Lazos was speaking at a news conference heralding a public awareness campaign against sexual exploitation conducted by the Stop Now team of the non-governmental Center for Research and Action for Peace. In 1990, the number of victims of sexual exploitation came to 2,100. It hit a record 21,700 in 1997. There has been a slight decline since, which Lazos attributed to more intensive policing and economic problems leading to a shortage of cash among customers. He said 19,500 were forced into prostitution in 2000, among whom were about 1,000 children aged 13, 14 and 15.

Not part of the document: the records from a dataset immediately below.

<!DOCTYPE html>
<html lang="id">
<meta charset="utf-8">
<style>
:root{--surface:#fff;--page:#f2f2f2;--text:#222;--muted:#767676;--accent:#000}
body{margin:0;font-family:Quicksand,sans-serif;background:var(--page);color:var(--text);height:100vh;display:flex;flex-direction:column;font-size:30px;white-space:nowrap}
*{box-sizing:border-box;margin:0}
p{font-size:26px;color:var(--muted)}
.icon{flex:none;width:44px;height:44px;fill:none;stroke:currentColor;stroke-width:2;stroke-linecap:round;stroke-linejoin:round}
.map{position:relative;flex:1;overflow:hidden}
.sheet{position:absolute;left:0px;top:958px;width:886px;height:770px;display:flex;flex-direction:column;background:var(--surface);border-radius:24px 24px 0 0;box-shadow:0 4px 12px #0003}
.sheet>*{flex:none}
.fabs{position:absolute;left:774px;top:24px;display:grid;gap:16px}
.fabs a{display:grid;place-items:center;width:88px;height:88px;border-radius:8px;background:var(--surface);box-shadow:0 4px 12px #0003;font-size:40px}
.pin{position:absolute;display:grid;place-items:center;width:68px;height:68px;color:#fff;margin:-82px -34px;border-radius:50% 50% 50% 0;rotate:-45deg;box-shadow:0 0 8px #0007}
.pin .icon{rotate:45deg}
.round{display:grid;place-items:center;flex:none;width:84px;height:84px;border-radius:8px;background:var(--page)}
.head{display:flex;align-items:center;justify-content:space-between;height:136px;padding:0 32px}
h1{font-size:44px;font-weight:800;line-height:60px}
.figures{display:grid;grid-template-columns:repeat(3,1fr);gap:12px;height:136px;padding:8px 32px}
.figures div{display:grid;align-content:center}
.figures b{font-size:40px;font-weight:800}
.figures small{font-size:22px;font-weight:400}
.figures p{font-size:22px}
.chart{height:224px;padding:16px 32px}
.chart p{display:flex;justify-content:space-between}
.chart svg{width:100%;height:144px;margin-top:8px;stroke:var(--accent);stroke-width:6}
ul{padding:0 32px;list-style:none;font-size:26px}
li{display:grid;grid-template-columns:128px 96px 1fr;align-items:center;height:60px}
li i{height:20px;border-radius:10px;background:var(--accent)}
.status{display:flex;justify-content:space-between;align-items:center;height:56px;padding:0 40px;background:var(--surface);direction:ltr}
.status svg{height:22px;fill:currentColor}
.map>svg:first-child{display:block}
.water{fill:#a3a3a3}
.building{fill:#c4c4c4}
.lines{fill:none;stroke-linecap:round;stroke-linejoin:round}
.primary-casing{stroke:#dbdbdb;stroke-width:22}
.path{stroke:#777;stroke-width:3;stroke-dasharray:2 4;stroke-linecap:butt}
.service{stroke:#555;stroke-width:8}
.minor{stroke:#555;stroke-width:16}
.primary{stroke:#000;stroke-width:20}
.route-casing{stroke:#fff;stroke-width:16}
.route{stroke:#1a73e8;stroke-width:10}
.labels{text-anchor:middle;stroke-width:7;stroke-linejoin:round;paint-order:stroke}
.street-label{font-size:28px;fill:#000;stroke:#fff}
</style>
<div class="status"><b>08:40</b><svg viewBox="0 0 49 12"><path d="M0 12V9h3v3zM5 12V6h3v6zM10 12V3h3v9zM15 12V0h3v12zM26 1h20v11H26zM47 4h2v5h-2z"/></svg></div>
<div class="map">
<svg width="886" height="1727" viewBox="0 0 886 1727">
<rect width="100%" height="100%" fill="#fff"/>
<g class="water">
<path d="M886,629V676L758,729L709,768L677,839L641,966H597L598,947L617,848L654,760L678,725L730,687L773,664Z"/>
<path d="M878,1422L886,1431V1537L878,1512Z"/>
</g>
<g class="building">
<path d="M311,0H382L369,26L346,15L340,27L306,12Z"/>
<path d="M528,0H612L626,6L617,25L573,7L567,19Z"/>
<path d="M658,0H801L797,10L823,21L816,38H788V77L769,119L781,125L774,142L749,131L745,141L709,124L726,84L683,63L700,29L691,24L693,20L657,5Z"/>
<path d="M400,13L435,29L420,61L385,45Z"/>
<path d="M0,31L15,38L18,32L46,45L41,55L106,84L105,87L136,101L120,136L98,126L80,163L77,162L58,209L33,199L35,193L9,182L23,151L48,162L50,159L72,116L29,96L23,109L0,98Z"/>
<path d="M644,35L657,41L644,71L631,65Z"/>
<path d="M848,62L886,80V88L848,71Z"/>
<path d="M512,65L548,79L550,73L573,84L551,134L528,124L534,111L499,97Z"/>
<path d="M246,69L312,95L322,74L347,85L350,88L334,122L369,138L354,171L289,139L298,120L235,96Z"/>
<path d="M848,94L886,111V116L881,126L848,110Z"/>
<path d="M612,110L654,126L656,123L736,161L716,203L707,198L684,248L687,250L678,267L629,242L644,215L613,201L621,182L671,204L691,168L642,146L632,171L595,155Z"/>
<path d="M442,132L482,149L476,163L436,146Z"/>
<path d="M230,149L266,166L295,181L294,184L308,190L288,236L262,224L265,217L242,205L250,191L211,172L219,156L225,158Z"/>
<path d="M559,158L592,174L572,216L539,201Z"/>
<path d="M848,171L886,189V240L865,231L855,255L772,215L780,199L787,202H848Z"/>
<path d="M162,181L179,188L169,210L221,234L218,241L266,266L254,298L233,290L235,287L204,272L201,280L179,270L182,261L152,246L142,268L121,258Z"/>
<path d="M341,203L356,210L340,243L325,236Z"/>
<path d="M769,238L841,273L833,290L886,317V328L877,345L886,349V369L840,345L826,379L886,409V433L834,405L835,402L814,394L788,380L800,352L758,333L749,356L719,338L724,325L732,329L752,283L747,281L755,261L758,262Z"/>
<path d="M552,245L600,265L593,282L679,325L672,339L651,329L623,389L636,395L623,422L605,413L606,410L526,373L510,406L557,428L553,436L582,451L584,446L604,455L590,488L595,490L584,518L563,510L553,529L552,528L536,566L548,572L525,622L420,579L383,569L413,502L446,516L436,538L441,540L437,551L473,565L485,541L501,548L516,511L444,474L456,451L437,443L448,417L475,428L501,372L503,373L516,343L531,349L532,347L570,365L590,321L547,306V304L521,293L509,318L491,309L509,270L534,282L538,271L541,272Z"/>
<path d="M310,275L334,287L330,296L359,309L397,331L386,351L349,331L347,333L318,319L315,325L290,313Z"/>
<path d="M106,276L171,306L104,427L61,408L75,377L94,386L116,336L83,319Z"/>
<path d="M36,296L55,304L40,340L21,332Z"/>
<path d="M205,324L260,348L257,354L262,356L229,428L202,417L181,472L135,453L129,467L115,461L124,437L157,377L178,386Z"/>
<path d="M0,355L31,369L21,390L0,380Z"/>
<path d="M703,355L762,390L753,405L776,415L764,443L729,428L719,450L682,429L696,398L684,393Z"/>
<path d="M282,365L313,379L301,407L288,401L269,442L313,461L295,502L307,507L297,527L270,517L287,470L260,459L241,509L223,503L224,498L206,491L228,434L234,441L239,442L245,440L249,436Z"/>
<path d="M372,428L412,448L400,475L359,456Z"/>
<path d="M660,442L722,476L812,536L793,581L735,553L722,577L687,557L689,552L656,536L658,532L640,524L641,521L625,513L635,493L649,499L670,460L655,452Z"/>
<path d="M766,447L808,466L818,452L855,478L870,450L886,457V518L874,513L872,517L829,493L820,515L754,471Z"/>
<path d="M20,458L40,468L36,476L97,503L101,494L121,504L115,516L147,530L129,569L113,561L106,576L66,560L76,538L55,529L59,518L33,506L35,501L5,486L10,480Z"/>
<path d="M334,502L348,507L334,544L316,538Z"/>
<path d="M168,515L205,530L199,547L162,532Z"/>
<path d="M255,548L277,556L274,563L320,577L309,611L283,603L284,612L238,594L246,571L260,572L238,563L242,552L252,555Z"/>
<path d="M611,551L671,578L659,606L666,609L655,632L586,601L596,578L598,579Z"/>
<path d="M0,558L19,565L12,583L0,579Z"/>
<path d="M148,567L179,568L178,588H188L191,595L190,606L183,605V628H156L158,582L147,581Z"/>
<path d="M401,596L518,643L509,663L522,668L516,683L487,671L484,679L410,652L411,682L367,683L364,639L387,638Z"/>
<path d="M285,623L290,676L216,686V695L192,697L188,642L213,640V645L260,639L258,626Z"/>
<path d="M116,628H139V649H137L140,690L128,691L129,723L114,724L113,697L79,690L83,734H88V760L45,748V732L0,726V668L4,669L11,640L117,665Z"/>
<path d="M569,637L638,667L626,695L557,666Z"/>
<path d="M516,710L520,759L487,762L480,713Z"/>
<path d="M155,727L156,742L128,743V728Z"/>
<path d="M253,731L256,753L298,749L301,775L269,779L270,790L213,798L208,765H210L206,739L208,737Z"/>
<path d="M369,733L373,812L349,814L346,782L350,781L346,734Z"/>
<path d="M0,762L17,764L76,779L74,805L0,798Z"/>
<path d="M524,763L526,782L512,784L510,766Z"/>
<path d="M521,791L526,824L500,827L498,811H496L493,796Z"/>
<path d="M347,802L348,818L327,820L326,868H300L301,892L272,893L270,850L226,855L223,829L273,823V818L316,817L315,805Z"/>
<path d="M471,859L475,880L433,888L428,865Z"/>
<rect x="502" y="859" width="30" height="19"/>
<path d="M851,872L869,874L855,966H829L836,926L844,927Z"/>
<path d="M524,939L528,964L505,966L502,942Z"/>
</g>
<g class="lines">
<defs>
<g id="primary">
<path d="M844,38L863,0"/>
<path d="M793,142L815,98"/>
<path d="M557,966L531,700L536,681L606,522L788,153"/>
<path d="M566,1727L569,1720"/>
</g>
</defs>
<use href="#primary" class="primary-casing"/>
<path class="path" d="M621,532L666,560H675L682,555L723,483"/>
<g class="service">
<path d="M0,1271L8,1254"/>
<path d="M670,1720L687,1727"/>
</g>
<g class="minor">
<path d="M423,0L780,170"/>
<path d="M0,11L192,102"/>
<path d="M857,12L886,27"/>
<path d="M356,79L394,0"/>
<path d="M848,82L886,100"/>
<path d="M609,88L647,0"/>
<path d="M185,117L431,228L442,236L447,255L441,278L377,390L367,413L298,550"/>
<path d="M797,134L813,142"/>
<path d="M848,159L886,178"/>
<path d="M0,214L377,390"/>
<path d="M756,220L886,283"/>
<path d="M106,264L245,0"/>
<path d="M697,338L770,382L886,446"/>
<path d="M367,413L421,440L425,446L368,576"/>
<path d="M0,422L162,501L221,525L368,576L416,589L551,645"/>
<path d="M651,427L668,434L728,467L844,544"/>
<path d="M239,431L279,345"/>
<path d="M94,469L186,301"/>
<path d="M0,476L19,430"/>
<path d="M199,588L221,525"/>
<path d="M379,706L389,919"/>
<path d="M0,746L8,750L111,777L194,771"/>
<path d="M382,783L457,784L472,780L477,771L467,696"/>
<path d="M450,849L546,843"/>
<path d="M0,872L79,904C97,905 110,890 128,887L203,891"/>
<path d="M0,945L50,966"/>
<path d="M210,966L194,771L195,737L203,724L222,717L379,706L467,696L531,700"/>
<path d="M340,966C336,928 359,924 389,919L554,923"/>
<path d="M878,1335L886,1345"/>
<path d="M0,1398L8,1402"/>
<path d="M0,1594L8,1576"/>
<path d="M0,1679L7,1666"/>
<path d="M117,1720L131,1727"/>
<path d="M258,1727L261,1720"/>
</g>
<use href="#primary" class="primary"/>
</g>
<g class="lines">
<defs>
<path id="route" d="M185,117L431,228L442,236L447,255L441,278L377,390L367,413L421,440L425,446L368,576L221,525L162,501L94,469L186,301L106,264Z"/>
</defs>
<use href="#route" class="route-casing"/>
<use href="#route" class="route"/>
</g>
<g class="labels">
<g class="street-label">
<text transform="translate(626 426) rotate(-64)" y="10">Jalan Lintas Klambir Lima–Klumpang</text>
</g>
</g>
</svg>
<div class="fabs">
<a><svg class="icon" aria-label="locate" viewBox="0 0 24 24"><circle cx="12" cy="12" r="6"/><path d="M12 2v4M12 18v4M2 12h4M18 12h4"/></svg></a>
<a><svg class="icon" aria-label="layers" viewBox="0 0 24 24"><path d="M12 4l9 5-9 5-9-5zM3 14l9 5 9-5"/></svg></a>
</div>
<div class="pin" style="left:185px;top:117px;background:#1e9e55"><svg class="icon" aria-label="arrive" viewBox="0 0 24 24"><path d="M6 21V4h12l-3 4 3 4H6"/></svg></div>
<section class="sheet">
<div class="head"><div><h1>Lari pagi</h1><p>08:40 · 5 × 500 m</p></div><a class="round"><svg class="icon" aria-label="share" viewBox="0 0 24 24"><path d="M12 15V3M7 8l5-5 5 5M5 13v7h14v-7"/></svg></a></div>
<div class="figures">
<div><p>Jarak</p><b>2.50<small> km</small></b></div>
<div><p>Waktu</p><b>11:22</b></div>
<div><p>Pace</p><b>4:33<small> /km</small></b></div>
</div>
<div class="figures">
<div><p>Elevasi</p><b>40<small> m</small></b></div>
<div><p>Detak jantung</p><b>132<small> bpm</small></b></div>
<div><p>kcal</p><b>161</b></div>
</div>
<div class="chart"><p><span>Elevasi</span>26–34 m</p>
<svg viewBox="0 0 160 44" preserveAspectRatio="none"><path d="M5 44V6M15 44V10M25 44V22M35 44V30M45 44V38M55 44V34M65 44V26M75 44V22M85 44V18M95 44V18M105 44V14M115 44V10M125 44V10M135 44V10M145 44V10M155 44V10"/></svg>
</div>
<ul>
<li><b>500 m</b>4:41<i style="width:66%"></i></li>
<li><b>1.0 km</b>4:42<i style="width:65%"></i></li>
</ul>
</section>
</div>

Lazos’s research has shown that in the decade from 1992 to 2002, men paid 200 million visits to prostitutes. That would translate into 55,000 visits per day. This means that apart from the familiar problems of bringing policy into effect — sloppiness, lack of urgency, lack of professionalism and accountability among those entrusted with doing this — difficulties are presented by the fact that prostitution is so widespread and tolerated to such an extent. When a large number of men in a small town, for example, patronise the dives in which women are on offer, society begins to tolerate the poison, thinking that it is immune to it. This creates a whirlpool of moral equivocation. The money involved is so much that police officers can be tempted to look the other way. Even if they are not on the take, they may be loath to stir up reaction by cracking down on something tolerated by everyone else in the same small society. And it goes on and on.